#### What to work on:
Once the pictures are set aside, reproduce all of the records exactly.

#### Input:
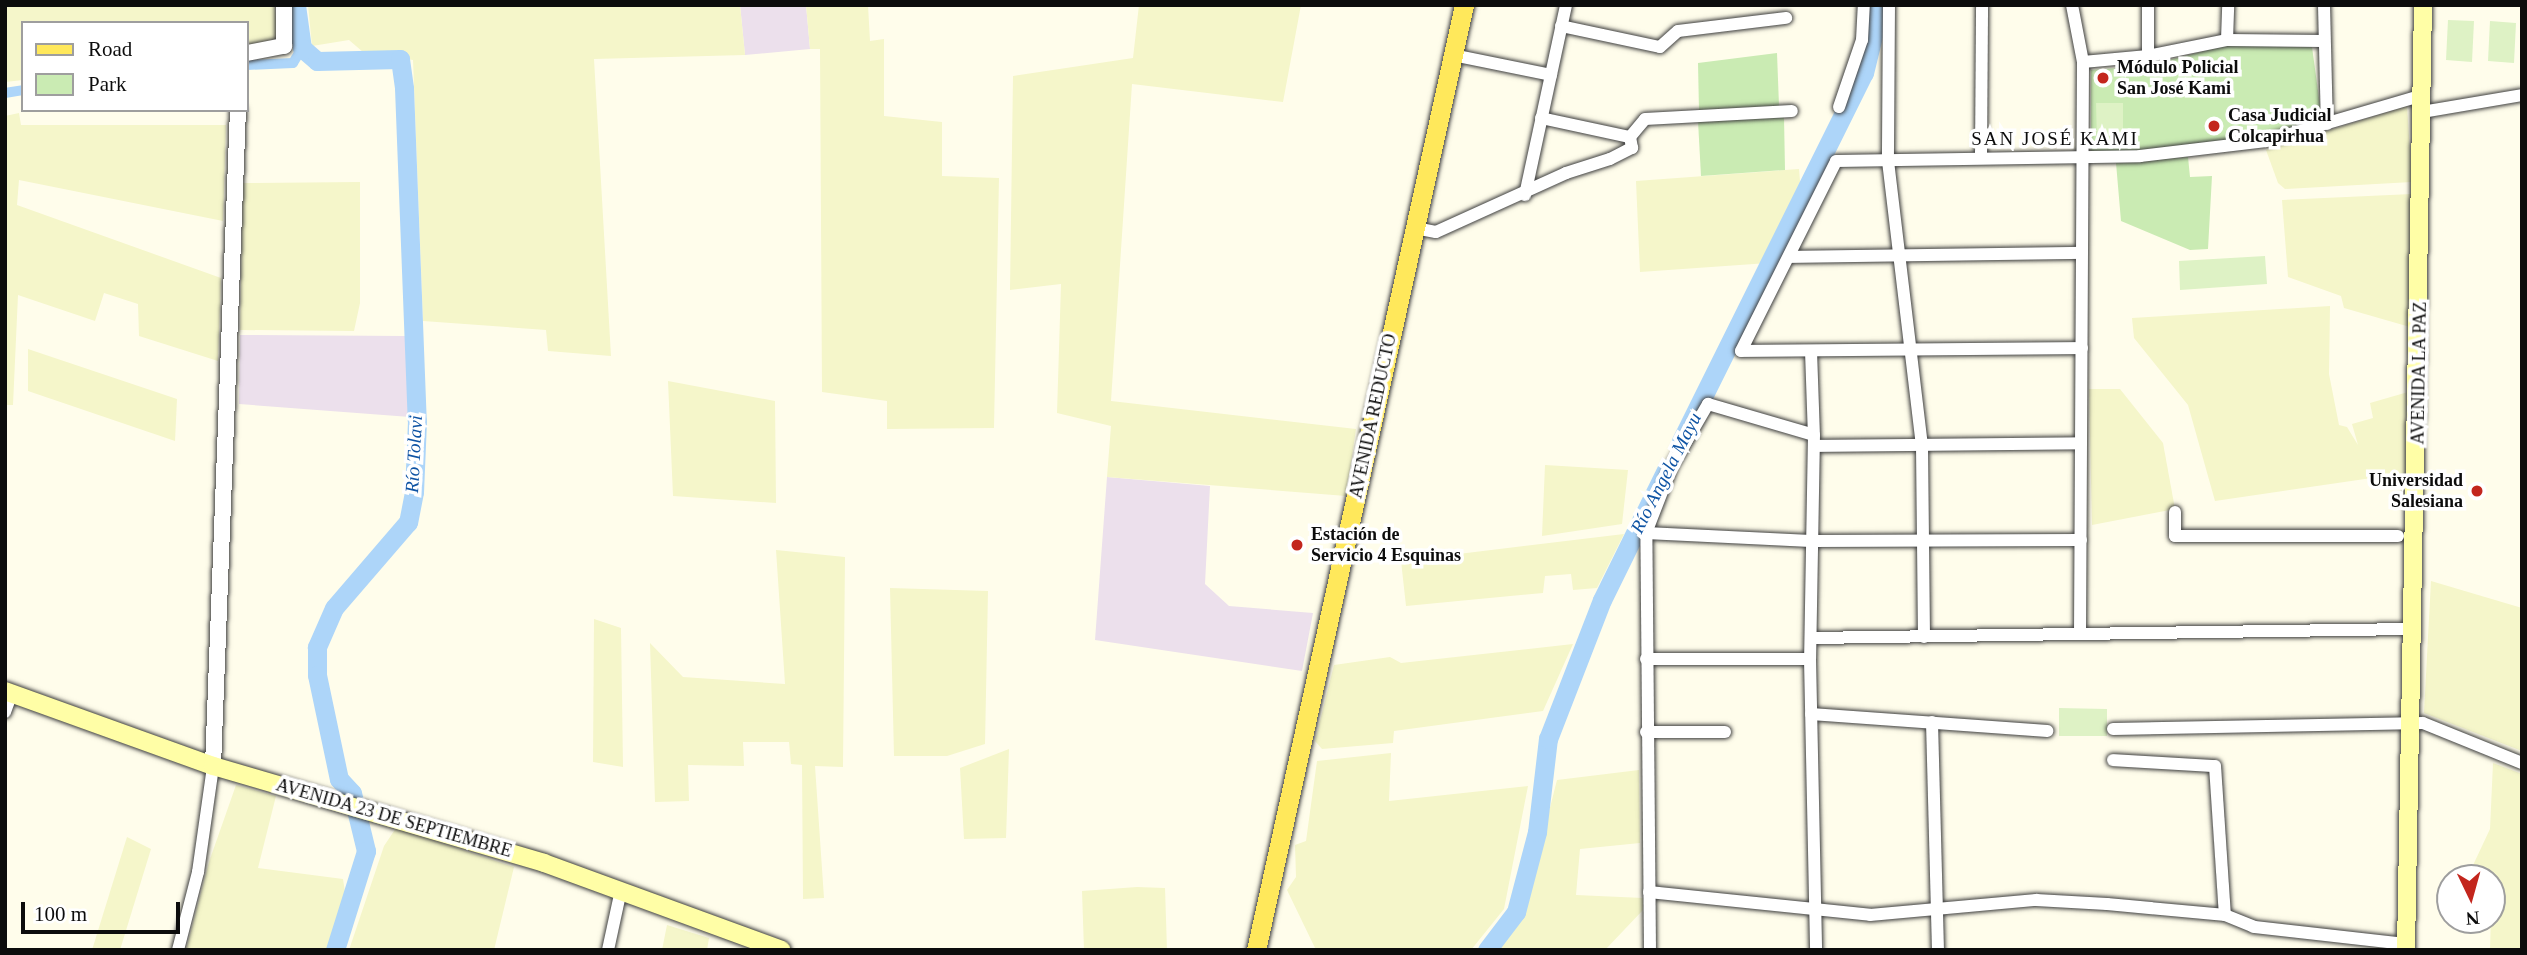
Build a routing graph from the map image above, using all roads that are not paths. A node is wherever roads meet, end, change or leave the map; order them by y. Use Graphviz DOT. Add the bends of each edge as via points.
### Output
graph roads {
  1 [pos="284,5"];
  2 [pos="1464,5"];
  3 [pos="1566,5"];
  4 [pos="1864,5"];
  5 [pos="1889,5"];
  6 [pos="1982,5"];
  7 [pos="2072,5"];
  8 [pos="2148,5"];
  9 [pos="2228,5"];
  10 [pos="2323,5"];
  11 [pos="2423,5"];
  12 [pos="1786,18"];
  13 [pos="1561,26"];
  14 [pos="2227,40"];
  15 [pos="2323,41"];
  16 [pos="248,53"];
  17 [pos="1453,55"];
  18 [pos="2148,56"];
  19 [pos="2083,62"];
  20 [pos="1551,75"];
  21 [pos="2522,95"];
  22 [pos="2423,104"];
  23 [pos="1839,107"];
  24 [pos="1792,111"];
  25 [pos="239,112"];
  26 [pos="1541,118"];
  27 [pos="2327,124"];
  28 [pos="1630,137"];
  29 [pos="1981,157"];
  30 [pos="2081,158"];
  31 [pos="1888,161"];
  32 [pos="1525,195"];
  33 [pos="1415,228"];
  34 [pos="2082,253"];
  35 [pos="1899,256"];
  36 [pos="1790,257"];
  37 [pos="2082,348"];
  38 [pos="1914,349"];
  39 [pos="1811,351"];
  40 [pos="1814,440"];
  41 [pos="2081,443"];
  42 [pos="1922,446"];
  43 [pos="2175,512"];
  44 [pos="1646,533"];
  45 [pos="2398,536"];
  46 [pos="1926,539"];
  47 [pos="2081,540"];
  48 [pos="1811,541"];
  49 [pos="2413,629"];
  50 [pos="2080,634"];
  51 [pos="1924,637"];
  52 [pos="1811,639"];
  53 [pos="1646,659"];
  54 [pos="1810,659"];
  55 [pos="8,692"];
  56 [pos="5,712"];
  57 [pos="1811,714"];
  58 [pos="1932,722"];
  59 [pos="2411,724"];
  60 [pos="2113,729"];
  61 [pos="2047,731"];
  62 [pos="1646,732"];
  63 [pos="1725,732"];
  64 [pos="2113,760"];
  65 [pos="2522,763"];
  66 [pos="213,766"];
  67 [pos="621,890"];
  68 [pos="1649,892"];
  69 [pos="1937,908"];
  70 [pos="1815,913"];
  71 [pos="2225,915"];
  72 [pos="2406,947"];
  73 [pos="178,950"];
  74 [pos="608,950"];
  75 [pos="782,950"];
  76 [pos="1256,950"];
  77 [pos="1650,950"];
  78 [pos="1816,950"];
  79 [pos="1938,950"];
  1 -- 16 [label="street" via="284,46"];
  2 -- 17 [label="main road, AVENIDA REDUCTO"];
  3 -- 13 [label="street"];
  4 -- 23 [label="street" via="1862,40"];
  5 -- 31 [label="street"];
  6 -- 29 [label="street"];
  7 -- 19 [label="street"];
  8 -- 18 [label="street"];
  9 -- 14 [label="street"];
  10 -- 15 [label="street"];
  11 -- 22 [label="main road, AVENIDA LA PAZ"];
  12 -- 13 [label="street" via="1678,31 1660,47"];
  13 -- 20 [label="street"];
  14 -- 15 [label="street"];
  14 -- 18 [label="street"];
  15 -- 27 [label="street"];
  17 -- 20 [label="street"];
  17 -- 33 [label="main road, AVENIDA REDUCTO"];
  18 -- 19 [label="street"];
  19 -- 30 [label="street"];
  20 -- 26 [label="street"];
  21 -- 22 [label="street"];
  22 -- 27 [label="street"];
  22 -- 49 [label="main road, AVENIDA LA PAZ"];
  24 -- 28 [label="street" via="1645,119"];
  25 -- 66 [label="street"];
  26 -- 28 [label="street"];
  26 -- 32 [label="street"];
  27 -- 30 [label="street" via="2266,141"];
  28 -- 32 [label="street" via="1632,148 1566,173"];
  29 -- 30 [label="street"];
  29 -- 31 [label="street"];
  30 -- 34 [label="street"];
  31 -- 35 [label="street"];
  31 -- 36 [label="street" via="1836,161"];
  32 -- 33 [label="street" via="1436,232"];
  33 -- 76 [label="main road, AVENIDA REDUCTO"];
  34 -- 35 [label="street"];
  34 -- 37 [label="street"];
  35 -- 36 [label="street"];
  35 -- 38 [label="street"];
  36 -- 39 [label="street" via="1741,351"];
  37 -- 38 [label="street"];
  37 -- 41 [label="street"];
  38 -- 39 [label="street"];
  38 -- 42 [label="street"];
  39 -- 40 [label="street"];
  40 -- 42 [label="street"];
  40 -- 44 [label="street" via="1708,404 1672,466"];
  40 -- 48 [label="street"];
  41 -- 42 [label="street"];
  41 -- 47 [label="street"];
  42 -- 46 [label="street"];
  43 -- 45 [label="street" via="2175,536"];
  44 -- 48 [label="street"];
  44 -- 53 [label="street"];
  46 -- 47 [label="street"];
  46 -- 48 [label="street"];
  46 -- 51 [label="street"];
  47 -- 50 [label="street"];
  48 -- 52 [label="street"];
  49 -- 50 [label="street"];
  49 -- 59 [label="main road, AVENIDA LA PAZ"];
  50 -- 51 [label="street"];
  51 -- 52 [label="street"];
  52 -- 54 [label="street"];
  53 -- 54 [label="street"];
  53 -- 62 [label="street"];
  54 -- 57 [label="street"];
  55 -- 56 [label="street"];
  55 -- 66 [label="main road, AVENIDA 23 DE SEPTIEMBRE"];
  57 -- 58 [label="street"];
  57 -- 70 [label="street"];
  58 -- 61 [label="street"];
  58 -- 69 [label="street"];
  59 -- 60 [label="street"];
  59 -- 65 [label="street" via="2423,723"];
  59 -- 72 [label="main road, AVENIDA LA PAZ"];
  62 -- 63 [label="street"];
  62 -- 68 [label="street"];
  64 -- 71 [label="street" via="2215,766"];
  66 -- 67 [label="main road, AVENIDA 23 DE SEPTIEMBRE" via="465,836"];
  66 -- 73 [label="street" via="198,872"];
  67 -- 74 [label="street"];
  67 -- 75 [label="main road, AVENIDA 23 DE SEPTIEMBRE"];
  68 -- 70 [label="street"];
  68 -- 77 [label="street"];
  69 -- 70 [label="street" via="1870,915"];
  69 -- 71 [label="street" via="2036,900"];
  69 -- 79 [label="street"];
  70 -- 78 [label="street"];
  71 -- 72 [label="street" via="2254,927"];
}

#### Answer section:
Build a routing graph from the map image above, using all roads that are not paths. A node is wherever roads meet, end, change or leave the map; order them by y. Use Graphviz DOT. Add the bends of each edge as via points.
### Output
graph roads {
  1 [pos="284,5"];
  2 [pos="1464,5"];
  3 [pos="1566,5"];
  4 [pos="1864,5"];
  5 [pos="1889,5"];
  6 [pos="1982,5"];
  7 [pos="2072,5"];
  8 [pos="2148,5"];
  9 [pos="2228,5"];
  10 [pos="2323,5"];
  11 [pos="2423,5"];
  12 [pos="1786,18"];
  13 [pos="1561,26"];
  14 [pos="2227,40"];
  15 [pos="2323,41"];
  16 [pos="248,53"];
  17 [pos="1453,55"];
  18 [pos="2148,56"];
  19 [pos="2083,62"];
  20 [pos="1551,75"];
  21 [pos="2522,95"];
  22 [pos="2423,104"];
  23 [pos="1839,107"];
  24 [pos="1792,111"];
  25 [pos="239,112"];
  26 [pos="1541,118"];
  27 [pos="2327,124"];
  28 [pos="1630,137"];
  29 [pos="1981,157"];
  30 [pos="2081,158"];
  31 [pos="1888,161"];
  32 [pos="1525,195"];
  33 [pos="1415,228"];
  34 [pos="2082,253"];
  35 [pos="1899,256"];
  36 [pos="1790,257"];
  37 [pos="2082,348"];
  38 [pos="1914,349"];
  39 [pos="1811,351"];
  40 [pos="1814,440"];
  41 [pos="2081,443"];
  42 [pos="1922,446"];
  43 [pos="2175,512"];
  44 [pos="1646,533"];
  45 [pos="2398,536"];
  46 [pos="1926,539"];
  47 [pos="2081,540"];
  48 [pos="1811,541"];
  49 [pos="2413,629"];
  50 [pos="2080,634"];
  51 [pos="1924,637"];
  52 [pos="1811,639"];
  53 [pos="1646,659"];
  54 [pos="1810,659"];
  55 [pos="8,692"];
  56 [pos="5,712"];
  57 [pos="1811,714"];
  58 [pos="1932,722"];
  59 [pos="2411,724"];
  60 [pos="2113,729"];
  61 [pos="2047,731"];
  62 [pos="1646,732"];
  63 [pos="1725,732"];
  64 [pos="2113,760"];
  65 [pos="2522,763"];
  66 [pos="213,766"];
  67 [pos="621,890"];
  68 [pos="1649,892"];
  69 [pos="1937,908"];
  70 [pos="1815,913"];
  71 [pos="2225,915"];
  72 [pos="2406,947"];
  73 [pos="178,950"];
  74 [pos="608,950"];
  75 [pos="782,950"];
  76 [pos="1256,950"];
  77 [pos="1650,950"];
  78 [pos="1816,950"];
  79 [pos="1938,950"];
  1 -- 16 [label="street" via="284,46"];
  2 -- 17 [label="main road, AVENIDA REDUCTO"];
  3 -- 13 [label="street"];
  4 -- 23 [label="street" via="1862,40"];
  5 -- 31 [label="street"];
  6 -- 29 [label="street"];
  7 -- 19 [label="street"];
  8 -- 18 [label="street"];
  9 -- 14 [label="street"];
  10 -- 15 [label="street"];
  11 -- 22 [label="main road, AVENIDA LA PAZ"];
  12 -- 13 [label="street" via="1678,31 1660,47"];
  13 -- 20 [label="street"];
  14 -- 15 [label="street"];
  14 -- 18 [label="street"];
  15 -- 27 [label="street"];
  17 -- 20 [label="street"];
  17 -- 33 [label="main road, AVENIDA REDUCTO"];
  18 -- 19 [label="street"];
  19 -- 30 [label="street"];
  20 -- 26 [label="street"];
  21 -- 22 [label="street"];
  22 -- 27 [label="street"];
  22 -- 49 [label="main road, AVENIDA LA PAZ"];
  24 -- 28 [label="street" via="1645,119"];
  25 -- 66 [label="street"];
  26 -- 28 [label="street"];
  26 -- 32 [label="street"];
  27 -- 30 [label="street" via="2266,141"];
  28 -- 32 [label="street" via="1632,148 1566,173"];
  29 -- 30 [label="street"];
  29 -- 31 [label="street"];
  30 -- 34 [label="street"];
  31 -- 35 [label="street"];
  31 -- 36 [label="street" via="1836,161"];
  32 -- 33 [label="street" via="1436,232"];
  33 -- 76 [label="main road, AVENIDA REDUCTO"];
  34 -- 35 [label="street"];
  34 -- 37 [label="street"];
  35 -- 36 [label="street"];
  35 -- 38 [label="street"];
  36 -- 39 [label="street" via="1741,351"];
  37 -- 38 [label="street"];
  37 -- 41 [label="street"];
  38 -- 39 [label="street"];
  38 -- 42 [label="street"];
  39 -- 40 [label="street"];
  40 -- 42 [label="street"];
  40 -- 44 [label="street" via="1708,404 1672,466"];
  40 -- 48 [label="street"];
  41 -- 42 [label="street"];
  41 -- 47 [label="street"];
  42 -- 46 [label="street"];
  43 -- 45 [label="street" via="2175,536"];
  44 -- 48 [label="street"];
  44 -- 53 [label="street"];
  46 -- 47 [label="street"];
  46 -- 48 [label="street"];
  46 -- 51 [label="street"];
  47 -- 50 [label="street"];
  48 -- 52 [label="street"];
  49 -- 50 [label="street"];
  49 -- 59 [label="main road, AVENIDA LA PAZ"];
  50 -- 51 [label="street"];
  51 -- 52 [label="street"];
  52 -- 54 [label="street"];
  53 -- 54 [label="street"];
  53 -- 62 [label="street"];
  54 -- 57 [label="street"];
  55 -- 56 [label="street"];
  55 -- 66 [label="main road, AVENIDA 23 DE SEPTIEMBRE"];
  57 -- 58 [label="street"];
  57 -- 70 [label="street"];
  58 -- 61 [label="street"];
  58 -- 69 [label="street"];
  59 -- 60 [label="street"];
  59 -- 65 [label="street" via="2423,723"];
  59 -- 72 [label="main road, AVENIDA LA PAZ"];
  62 -- 63 [label="street"];
  62 -- 68 [label="street"];
  64 -- 71 [label="street" via="2215,766"];
  66 -- 67 [label="main road, AVENIDA 23 DE SEPTIEMBRE" via="465,836"];
  66 -- 73 [label="street" via="198,872"];
  67 -- 74 [label="street"];
  67 -- 75 [label="main road, AVENIDA 23 DE SEPTIEMBRE"];
  68 -- 70 [label="street"];
  68 -- 77 [label="street"];
  69 -- 70 [label="street" via="1870,915"];
  69 -- 71 [label="street" via="2036,900"];
  69 -- 79 [label="street"];
  70 -- 78 [label="street"];
  71 -- 72 [label="street" via="2254,927"];
}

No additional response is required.